#77) Memoir autopsy: “Dogtown”

I don’t often give up on books – not even “In a Sunburned Country” – but after taking more than a month to get through only 75 pages or so of Elyssa East’s “Dogtown: Death and Enchantment in a New England Ghost Town” I realized that this one wasn’t going to happen.

“Dogtown” is not an over-hyped, “50-Shades of Gray”/”Oprah Book of the Month” situation.  This is a book I wanted to like.  I stumbled upon it at the library and it seemed to have all the elements that would make it a home run: a town (in my home state) with a haunted past, a brutal murder and a young woman searching for her purpose in life.  I felt more disappointed than angry when I threw in the towel on this one. In this age of the memoir, the unfulfilled promise of “Dogtown” holds some valuable lessons for writers and it is in that spirit that I present this post.  I can’t call it a review, having not finished the book, so I’ll call it an autopsy.  Look on the bright side – you know there will be no spoilers.

Dogtown is an abandoned settlement in Gloucester, Massachusetts, that fishing town north of Boston immortalized in “A Perfect Storm.”  Author Elyssa East – originally from Maine – learned of Dogtown from the work of Marsden Hartley, a troubled artist who was pretty much ready to walk away from painting when the ghost town gave him new inspiration.  In the late 1990s, East traveled there herself, learning details of a brutal murder that had taken place there in 1984.  Gloucester tends to be a magnet for transient types on the fringes of society and one such drifter, Peter Hodgkins, had a reputation as a misfit and loner and a record including indecent exposure and other charges of harassment.  As the town absorbed the shock of the murder, Hodgkins became a leading suspect.

So why doesn’t it work?

The main problem is that East fails to weave the various story lines – her own personal journey, Hartley, the history of Dogtown and the murder – in a compelling manner.  My critique of “Sunburned Country” notwithstanding, Bill Bryson is usually adroit not only at mixing personal narrative with local history but at making history entertaining.  East on the other hand tends to devote entire chapters to history, making it often feel like little more than lists of names and dates.  While she vividly conveys the violence of the murder without becoming melodramatic, she is unable to make Marsden Hartley seem like much more than a stereotypical tormented and misunderstood artist and her descriptions of Gloucester often have the feel of one of the textbooks I pretended to read in high school.

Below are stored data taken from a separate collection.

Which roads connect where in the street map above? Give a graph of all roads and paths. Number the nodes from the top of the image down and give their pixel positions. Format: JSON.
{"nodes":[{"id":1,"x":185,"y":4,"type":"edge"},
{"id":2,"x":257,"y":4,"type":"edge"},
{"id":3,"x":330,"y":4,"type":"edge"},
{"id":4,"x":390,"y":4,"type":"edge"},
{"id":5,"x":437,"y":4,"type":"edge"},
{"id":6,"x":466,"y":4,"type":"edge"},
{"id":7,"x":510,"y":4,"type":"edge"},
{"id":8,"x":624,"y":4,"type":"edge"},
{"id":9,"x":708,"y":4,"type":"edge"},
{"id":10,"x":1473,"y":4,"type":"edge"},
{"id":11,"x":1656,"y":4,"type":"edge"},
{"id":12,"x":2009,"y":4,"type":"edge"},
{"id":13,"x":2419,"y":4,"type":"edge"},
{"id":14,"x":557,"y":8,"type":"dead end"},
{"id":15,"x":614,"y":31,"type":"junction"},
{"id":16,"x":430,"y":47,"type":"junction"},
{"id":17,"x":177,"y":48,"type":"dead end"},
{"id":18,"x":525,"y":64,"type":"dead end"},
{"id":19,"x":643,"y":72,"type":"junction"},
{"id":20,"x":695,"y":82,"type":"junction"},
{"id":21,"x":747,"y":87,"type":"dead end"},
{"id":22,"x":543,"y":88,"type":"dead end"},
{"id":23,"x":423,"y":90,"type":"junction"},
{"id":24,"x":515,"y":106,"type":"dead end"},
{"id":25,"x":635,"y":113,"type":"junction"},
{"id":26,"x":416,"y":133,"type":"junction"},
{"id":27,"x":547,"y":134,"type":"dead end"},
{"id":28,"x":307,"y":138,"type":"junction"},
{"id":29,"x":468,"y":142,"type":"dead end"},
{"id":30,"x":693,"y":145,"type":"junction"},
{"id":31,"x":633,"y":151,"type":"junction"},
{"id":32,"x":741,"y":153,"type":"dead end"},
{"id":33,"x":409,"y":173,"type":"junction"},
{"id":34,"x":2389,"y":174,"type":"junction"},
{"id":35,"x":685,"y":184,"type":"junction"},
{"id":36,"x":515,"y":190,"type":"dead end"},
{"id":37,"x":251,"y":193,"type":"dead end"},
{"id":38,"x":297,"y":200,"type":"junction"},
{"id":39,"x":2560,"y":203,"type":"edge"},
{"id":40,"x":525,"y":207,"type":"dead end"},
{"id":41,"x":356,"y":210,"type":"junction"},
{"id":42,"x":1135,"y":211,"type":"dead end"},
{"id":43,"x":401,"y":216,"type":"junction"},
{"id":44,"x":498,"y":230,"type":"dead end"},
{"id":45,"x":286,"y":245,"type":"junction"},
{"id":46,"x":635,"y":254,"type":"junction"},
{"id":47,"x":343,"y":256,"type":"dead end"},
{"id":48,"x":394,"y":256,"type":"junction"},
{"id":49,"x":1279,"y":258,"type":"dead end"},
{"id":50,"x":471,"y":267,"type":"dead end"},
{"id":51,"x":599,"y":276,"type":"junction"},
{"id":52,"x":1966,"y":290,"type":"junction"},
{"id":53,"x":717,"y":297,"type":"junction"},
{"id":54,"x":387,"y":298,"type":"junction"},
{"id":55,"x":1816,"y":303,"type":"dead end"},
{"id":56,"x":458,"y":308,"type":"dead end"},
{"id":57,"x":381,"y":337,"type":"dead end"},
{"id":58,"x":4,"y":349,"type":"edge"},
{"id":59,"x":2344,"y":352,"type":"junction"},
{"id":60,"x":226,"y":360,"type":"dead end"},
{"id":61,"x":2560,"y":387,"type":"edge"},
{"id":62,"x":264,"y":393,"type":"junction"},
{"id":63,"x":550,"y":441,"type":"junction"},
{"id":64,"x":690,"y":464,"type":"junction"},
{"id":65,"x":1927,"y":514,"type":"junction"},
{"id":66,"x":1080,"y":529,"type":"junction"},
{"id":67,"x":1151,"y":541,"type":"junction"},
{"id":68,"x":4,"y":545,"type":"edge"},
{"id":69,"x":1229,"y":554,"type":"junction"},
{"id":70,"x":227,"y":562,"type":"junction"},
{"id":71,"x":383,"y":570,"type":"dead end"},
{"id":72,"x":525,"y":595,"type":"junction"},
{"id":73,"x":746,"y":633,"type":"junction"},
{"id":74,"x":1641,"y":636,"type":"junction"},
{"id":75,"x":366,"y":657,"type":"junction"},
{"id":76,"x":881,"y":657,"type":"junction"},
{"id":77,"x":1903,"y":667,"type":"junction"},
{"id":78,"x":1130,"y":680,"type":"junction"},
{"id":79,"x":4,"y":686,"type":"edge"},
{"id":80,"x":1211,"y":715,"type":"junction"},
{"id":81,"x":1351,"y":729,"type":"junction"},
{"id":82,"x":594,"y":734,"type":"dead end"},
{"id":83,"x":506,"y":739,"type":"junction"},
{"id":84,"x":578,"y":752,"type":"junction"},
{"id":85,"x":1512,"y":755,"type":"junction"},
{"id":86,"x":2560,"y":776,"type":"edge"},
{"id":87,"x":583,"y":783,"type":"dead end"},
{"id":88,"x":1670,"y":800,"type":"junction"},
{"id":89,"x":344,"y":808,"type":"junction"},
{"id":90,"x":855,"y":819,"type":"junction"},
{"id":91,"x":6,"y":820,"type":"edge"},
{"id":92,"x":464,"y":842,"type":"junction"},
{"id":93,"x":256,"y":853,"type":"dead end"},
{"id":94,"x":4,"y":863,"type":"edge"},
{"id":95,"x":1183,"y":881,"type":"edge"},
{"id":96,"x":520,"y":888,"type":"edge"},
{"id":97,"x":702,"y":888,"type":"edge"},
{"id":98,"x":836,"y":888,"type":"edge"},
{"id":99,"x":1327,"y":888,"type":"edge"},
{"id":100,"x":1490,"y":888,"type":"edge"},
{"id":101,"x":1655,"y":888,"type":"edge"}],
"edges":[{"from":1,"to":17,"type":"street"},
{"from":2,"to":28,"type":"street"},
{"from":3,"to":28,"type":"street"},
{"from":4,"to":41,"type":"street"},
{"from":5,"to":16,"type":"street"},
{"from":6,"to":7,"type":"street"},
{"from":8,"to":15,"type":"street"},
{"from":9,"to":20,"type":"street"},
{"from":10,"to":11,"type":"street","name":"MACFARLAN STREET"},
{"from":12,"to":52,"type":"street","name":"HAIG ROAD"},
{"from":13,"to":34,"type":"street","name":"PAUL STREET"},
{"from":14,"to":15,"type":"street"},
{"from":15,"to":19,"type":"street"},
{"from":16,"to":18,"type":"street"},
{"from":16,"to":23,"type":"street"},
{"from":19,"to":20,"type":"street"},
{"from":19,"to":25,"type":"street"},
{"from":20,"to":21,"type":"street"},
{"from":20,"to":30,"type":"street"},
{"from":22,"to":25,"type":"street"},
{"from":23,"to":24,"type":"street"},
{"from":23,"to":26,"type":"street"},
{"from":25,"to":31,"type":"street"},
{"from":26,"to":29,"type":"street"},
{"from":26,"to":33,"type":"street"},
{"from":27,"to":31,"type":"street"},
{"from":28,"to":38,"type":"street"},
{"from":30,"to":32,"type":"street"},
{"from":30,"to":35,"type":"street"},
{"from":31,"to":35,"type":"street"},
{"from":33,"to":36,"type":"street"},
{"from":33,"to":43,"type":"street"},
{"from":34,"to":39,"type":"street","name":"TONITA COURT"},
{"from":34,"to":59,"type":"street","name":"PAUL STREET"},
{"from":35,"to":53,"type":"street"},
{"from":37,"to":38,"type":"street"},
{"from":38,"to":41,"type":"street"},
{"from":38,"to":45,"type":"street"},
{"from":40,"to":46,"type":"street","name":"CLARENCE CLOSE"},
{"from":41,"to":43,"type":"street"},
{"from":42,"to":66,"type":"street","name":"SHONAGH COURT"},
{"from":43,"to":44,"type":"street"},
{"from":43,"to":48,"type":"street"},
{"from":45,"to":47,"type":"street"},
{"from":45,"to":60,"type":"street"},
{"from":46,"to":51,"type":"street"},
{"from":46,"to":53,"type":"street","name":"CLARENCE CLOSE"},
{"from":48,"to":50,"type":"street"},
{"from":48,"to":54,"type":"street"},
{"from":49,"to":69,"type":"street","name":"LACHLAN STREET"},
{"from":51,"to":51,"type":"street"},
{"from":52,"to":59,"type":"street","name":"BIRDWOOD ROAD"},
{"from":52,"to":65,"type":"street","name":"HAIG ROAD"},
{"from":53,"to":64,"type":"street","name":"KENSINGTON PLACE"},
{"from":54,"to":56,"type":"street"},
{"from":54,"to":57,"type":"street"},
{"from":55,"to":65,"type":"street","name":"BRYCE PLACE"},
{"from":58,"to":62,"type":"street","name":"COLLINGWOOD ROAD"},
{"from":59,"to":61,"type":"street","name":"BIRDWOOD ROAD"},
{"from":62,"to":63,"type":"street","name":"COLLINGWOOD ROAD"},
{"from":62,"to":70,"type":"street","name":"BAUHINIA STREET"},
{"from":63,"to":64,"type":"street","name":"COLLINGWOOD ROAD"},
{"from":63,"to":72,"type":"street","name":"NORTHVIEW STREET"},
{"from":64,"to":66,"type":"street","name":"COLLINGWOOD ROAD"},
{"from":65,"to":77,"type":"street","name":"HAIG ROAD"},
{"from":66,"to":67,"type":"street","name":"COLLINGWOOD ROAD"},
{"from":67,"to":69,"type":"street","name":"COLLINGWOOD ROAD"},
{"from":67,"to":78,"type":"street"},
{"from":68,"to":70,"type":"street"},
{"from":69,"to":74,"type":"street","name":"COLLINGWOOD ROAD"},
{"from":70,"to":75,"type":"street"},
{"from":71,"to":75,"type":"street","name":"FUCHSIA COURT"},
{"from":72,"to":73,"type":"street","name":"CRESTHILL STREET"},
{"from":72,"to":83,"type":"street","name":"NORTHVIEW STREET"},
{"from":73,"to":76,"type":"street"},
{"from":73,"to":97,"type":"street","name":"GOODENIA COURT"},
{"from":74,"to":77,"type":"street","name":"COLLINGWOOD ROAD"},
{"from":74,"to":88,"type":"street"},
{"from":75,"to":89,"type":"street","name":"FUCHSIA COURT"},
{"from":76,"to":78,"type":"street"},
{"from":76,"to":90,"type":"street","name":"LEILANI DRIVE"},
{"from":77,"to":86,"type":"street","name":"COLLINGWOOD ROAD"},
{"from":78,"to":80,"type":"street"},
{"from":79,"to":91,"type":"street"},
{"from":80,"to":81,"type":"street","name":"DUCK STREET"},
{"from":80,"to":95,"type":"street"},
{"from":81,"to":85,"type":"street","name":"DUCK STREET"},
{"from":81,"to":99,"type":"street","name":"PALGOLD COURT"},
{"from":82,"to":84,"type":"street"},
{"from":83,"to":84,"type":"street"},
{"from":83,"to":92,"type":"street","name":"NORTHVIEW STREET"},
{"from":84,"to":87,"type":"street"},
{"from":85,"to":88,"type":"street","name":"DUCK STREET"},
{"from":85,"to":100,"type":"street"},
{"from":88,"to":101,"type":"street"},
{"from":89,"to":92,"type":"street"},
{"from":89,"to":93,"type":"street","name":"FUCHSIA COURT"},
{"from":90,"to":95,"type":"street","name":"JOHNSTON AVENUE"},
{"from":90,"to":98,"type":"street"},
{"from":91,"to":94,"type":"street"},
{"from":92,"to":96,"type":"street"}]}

It’s also disappointing that we don’t get to better know East herself (at least if the first 75 pages are any indication.)  We are told that “[S]truggling in her own life, East set out to find the mysterious setting that had changed Hartley’s life, hoping that she too would find solace and renewal in Dogtown’s odd beauty.”  Yet she only describes her struggles in vague terms.  I give her props for not insisting on the spotlight, but she could have done more to make herself an engaging character.

Perhaps someone with a longer attention span than me–that is to say, most of the human race–might have slugged it out and learned the ultimate fates of Elyssa East, Peter Hodgkins and the other characters in the story.  In my defense this is the first book I’ve abandoned since my doomed attempt to read “Two Years Before the Mast” three years ago.  Maybe I’ll revisit this one down the road; maybe I’ll see the movie if it’s ever made.  For now, “Dogtown” sadly gets filed under unfinished business.